Several of Brooks' assistants are not under contract for next season and the team has explored hiring a defensive specialist, according to a person with knowledge of their plans. One assistant who could be replaced is Maz Trakh. He is in contract limbo and has not been present at the team's pre-draft workouts.

NBA coaches, though, can only do so much. A defensive renaissance will have to come from the players.

The Wizards will have some options that could help when they are on the board with the ninth overall pick in Thursday's NBA Draft. It could be a shot-blocker like Bol Bol, Brandon Clarke or Jaxson Hayes. Nassir Little would add toughness to the perimeter. Sekou Doumbouya would give them versatility.

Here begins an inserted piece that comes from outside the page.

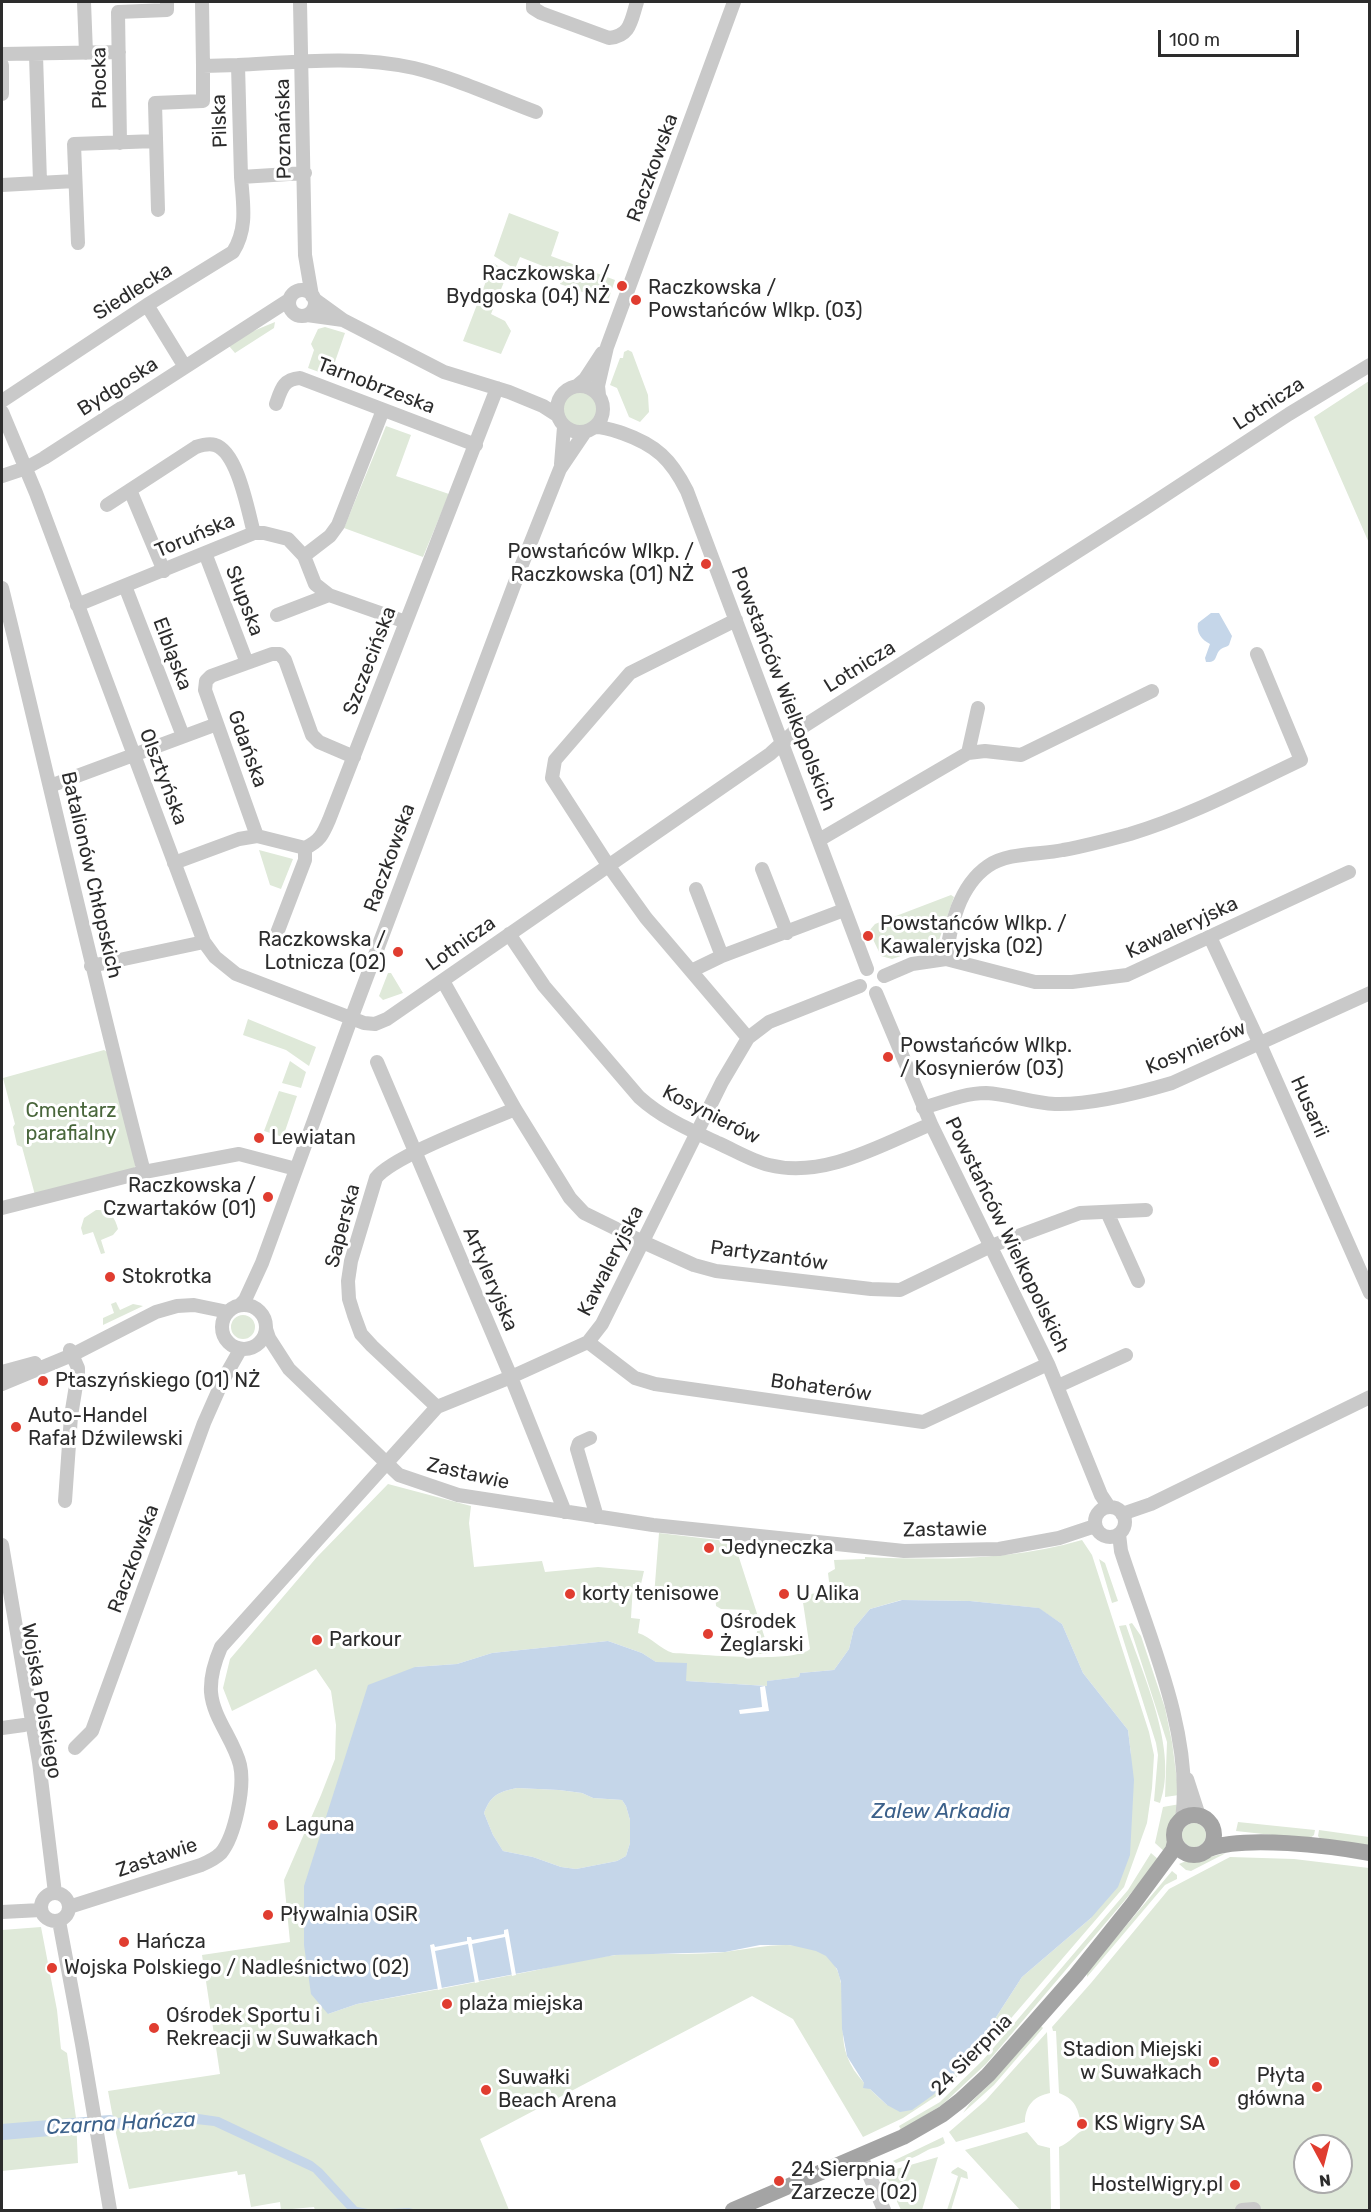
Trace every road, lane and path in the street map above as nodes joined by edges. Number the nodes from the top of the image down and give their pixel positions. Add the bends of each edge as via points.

Revamping their defense probably wouldn't include re-signing Bobby Portis or Jabari Parker, the latter of which has a team option the Wizards are likely to decline later this month. Thomas Bryant and Tomas Satoransky aren't lockdown defenders, either, but do offer some upside on that end.

With limited money to spend, free agency won't offer any quick fixes for the Wizards. The best they could likely do is find cheap players to help begin an overall culture change. 

When it comes to the draft, the Wizards do not have the luxury to draft solely for need. They have to get the best player available, no matter the position. That could even be a point guard, despite Wall being due $170 million over the next four years.

But it might be smart to favor defense over offense and the same applies to free agency and beyond. That approach could come in handy once Wall is ready to go.